**Activity**
What is needed is a word-for-word copy of the records below.
━━━ Material shown
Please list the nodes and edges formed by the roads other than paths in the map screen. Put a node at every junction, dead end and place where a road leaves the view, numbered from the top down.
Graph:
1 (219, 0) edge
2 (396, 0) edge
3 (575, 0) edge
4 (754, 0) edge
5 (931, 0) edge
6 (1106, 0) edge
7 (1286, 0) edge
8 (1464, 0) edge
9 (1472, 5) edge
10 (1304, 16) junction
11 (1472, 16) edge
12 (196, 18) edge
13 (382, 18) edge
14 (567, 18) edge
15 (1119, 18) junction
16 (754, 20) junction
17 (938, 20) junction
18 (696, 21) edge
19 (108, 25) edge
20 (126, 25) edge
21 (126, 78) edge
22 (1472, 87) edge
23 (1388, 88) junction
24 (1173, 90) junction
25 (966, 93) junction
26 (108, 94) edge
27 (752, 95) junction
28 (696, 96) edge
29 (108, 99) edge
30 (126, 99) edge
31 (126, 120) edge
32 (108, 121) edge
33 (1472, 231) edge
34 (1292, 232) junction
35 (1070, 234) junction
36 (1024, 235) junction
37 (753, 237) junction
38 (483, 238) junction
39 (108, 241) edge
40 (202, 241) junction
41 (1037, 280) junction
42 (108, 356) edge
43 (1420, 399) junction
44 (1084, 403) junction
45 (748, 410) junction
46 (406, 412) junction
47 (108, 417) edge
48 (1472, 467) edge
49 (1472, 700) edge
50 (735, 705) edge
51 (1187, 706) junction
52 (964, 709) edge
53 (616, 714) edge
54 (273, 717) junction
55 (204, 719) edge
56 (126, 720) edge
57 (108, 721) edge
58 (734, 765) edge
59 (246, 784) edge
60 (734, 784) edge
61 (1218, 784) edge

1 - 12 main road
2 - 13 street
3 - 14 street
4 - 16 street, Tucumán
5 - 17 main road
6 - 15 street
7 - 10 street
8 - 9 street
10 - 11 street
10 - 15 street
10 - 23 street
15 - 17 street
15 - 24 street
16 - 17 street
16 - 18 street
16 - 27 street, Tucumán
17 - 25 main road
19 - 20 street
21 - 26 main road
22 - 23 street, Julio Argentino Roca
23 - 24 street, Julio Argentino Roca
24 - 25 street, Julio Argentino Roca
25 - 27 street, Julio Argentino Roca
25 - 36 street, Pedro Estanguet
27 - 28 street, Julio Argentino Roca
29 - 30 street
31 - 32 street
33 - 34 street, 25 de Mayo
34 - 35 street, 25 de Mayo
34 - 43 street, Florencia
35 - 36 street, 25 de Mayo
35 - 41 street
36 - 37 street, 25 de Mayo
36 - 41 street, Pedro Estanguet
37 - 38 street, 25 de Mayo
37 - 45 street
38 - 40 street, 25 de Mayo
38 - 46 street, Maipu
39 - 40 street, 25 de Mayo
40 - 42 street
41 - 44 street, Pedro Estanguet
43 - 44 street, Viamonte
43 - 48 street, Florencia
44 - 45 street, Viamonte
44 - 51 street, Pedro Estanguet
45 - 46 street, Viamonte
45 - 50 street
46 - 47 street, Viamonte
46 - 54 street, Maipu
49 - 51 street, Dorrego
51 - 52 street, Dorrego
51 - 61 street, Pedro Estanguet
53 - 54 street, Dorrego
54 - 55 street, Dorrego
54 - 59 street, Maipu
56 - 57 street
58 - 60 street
━━━━━━
**Written solution**
Please list the nodes and edges formed by the roads other than paths in the map screen. Put a node at every junction, dead end and place where a road leaves the view, numbered from the top down.
Graph:
1 (219, 0) edge
2 (396, 0) edge
3 (575, 0) edge
4 (754, 0) edge
5 (931, 0) edge
6 (1106, 0) edge
7 (1286, 0) edge
8 (1464, 0) edge
9 (1472, 5) edge
10 (1304, 16) junction
11 (1472, 16) edge
12 (196, 18) edge
13 (382, 18) edge
14 (567, 18) edge
15 (1119, 18) junction
16 (754, 20) junction
17 (938, 20) junction
18 (696, 21) edge
19 (108, 25) edge
20 (126, 25) edge
21 (126, 78) edge
22 (1472, 87) edge
23 (1388, 88) junction
24 (1173, 90) junction
25 (966, 93) junction
26 (108, 94) edge
27 (752, 95) junction
28 (696, 96) edge
29 (108, 99) edge
30 (126, 99) edge
31 (126, 120) edge
32 (108, 121) edge
33 (1472, 231) edge
34 (1292, 232) junction
35 (1070, 234) junction
36 (1024, 235) junction
37 (753, 237) junction
38 (483, 238) junction
39 (108, 241) edge
40 (202, 241) junction
41 (1037, 280) junction
42 (108, 356) edge
43 (1420, 399) junction
44 (1084, 403) junction
45 (748, 410) junction
46 (406, 412) junction
47 (108, 417) edge
48 (1472, 467) edge
49 (1472, 700) edge
50 (735, 705) edge
51 (1187, 706) junction
52 (964, 709) edge
53 (616, 714) edge
54 (273, 717) junction
55 (204, 719) edge
56 (126, 720) edge
57 (108, 721) edge
58 (734, 765) edge
59 (246, 784) edge
60 (734, 784) edge
61 (1218, 784) edge

1 - 12 main road
2 - 13 street
3 - 14 street
4 - 16 street, Tucumán
5 - 17 main road
6 - 15 street
7 - 10 street
8 - 9 street
10 - 11 street
10 - 15 street
10 - 23 street
15 - 17 street
15 - 24 street
16 - 17 street
16 - 18 street
16 - 27 street, Tucumán
17 - 25 main road
19 - 20 street
21 - 26 main road
22 - 23 street, Julio Argentino Roca
23 - 24 street, Julio Argentino Roca
24 - 25 street, Julio Argentino Roca
25 - 27 street, Julio Argentino Roca
25 - 36 street, Pedro Estanguet
27 - 28 street, Julio Argentino Roca
29 - 30 street
31 - 32 street
33 - 34 street, 25 de Mayo
34 - 35 street, 25 de Mayo
34 - 43 street, Florencia
35 - 36 street, 25 de Mayo
35 - 41 street
36 - 37 street, 25 de Mayo
36 - 41 street, Pedro Estanguet
37 - 38 street, 25 de Mayo
37 - 45 street
38 - 40 street, 25 de Mayo
38 - 46 street, Maipu
39 - 40 street, 25 de Mayo
40 - 42 street
41 - 44 street, Pedro Estanguet
43 - 44 street, Viamonte
43 - 48 street, Florencia
44 - 45 street, Viamonte
44 - 51 street, Pedro Estanguet
45 - 46 street, Viamonte
45 - 50 street
46 - 47 street, Viamonte
46 - 54 street, Maipu
49 - 51 street, Dorrego
51 - 52 street, Dorrego
51 - 61 street, Pedro Estanguet
53 - 54 street, Dorrego
54 - 55 street, Dorrego
54 - 59 street, Maipu
56 - 57 street
58 - 60 street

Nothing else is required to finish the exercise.